6 Potential Benefits of Berberine You Should Know About

Berberine is a natural supplement said to have health benefits, from lowering blood sugar to helping weight loss. Is it worth the hype?

What is berberine?

There are a plethora of over-the-counter supplements filled with promises of better health. But one in particular stands out from the rest: berberine.

Based on the attention it’s been getting recently, it may seem like berberine just crashed onto the supplement scene. But it’s far from new.

Typically used in traditional Chinese medicine, the natural supplement is a yellow compound found in the roots, rhizomes, and stem barks of many plant species, including goldthread, Oregon grape, and barberry.

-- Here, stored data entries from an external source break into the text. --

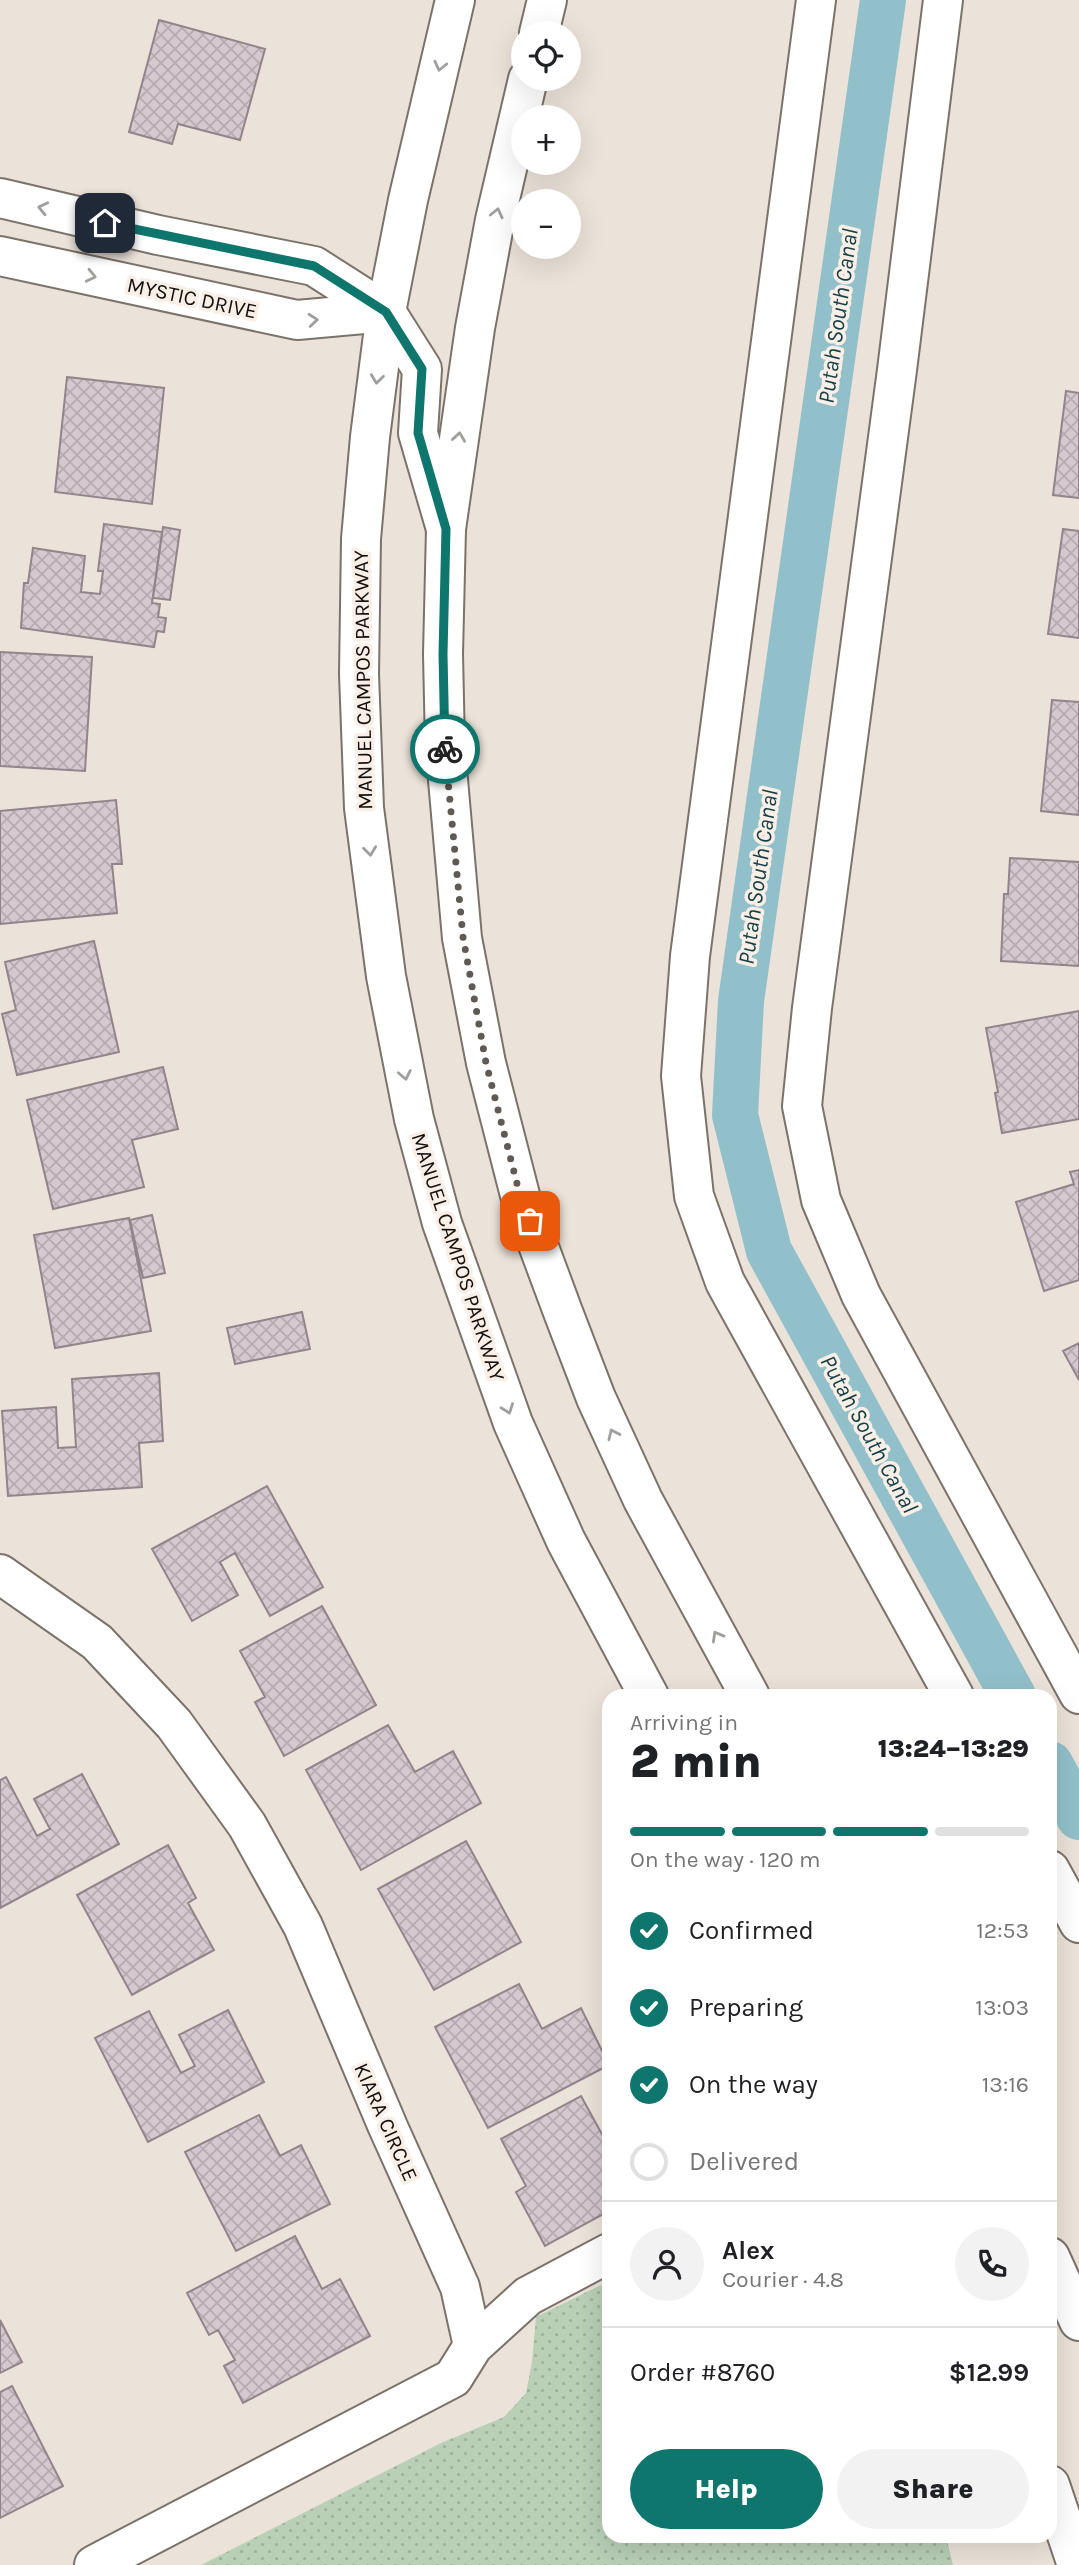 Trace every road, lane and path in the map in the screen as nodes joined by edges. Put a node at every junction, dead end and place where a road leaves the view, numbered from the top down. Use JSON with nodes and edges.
{"nodes":[{"id":1,"x":456,"y":0,"type":"edge"},
{"id":2,"x":547,"y":0,"type":"edge"},
{"id":3,"x":816,"y":0,"type":"edge"},
{"id":4,"x":943,"y":0,"type":"edge"},
{"id":5,"x":542,"y":21,"type":"edge"},
{"id":6,"x":525,"y":91,"type":"edge"},
{"id":7,"x":0,"y":198,"type":"edge"},
{"id":8,"x":0,"y":256,"type":"edge"},
{"id":9,"x":386,"y":312,"type":"junction"},
{"id":10,"x":446,"y":529,"type":"junction"},
{"id":11,"x":0,"y":1574,"type":"edge"},
{"id":12,"x":645,"y":1689,"type":"edge"},
{"id":13,"x":746,"y":1689,"type":"edge"},
{"id":14,"x":950,"y":1689,"type":"edge"},
{"id":15,"x":1079,"y":1694,"type":"edge"},
{"id":16,"x":1057,"y":1883,"type":"edge"},
{"id":17,"x":1079,"y":1923,"type":"edge"},
{"id":18,"x":602,"y":2257,"type":"edge"},
{"id":19,"x":1057,"y":2272,"type":"edge"},
{"id":20,"x":1079,"y":2321,"type":"edge"},
{"id":21,"x":473,"y":2346,"type":"junction"},
{"id":22,"x":1057,"y":2507,"type":"edge"},
{"id":23,"x":94,"y":2565,"type":"edge"},
{"id":24,"x":1076,"y":2565,"type":"edge"}],
"edges":[{"from":1,"to":9,"type":"main road","name":"MANUEL CAMPOS PARKWAY","one_way":true},
{"from":2,"to":5,"type":"main road"},
{"from":3,"to":14,"type":"main road"},
{"from":4,"to":15,"type":"main road"},
{"from":10,"to":6,"type":"main road","one_way":true},
{"from":9,"to":7,"type":"main road","one_way":true},
{"from":8,"to":9,"type":"main road","name":"MYSTIC DRIVE","one_way":true},
{"from":9,"to":10,"type":"main road"},
{"from":9,"to":12,"type":"main road","name":"MANUEL CAMPOS PARKWAY","one_way":true},
{"from":13,"to":10,"type":"main road","one_way":true},
{"from":11,"to":21,"type":"main road","name":"KIARA CIRCLE"},
{"from":16,"to":17,"type":"main road"},
{"from":18,"to":21,"type":"main road"},
{"from":19,"to":20,"type":"main road"},
{"from":21,"to":23,"type":"main road"},
{"from":22,"to":24,"type":"main road"}]}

The bright yellow compound, which is a class of isoquinoline alkaloids, is getting lots of buzz for its potential health benefits.

It has a cholesterol-lowering effect, which may help prevent heart disease. And it has the potential to help lower blood sugar, which may help prevent type 2 diabetes and manage other types of diabetes.

Berberine may even help fight cancer, improve symptoms of ulcerative colitis and irritable bowel syndrome, and more.

Here’s everything you need to know about berberine and its potential health benefits.

Potential benefits of berberine

It’s no wonder berberine has stood the test of time. It’s a promising treatment for a variety of health ailments.

“Berberine is also quite antimicrobial and anti-inflammatory, and it is used to treat bacteria, fungus, parasites, viruses, and other microbes,” says Rosia Parrish, a licensed naturopathic doctor and functional medicine specialist at Boulder Natural Health in Boulder, Colorado.

Because it has antimicrobial properties, berberine has an effect on the digestive tract.

“Plus, it helps with bile and bilirubin secretion,” says Parrish. Bile is a fluid released from the liver to aid in digestion. The waste product bilirubin is a pigment found in bile.

Lower blood sugar

One in 10 people in the United States has diabetes, 90 to 95 percent of whom have type 2.

Recent studies on the potential health effects of berberine have caught the attention of health care professionals and people looking for natural ways to treat diabetes.

“It seems that berberine may slightly reduce blood glucose levels and may be as effective as [the diabetes drug] metformin,” says Dana Hunnes, a senior dietitian at the Ronald Reagan UCLA Medical Center and professor at the Fielding School of Public Health in Los Angeles.

In a 2018 Oncotarget review, researchers found berberine could be an effective treatment for people with type 2 diabetes. Its blood sugar-lowering effects, they wrote, were comparable to metformin, a common drug prescribed to regulate high blood sugar.

An earlier meta-analysis found berberine to be just as potent a glucose-lowering therapy as prescription meds like Avandia and Glucotrol.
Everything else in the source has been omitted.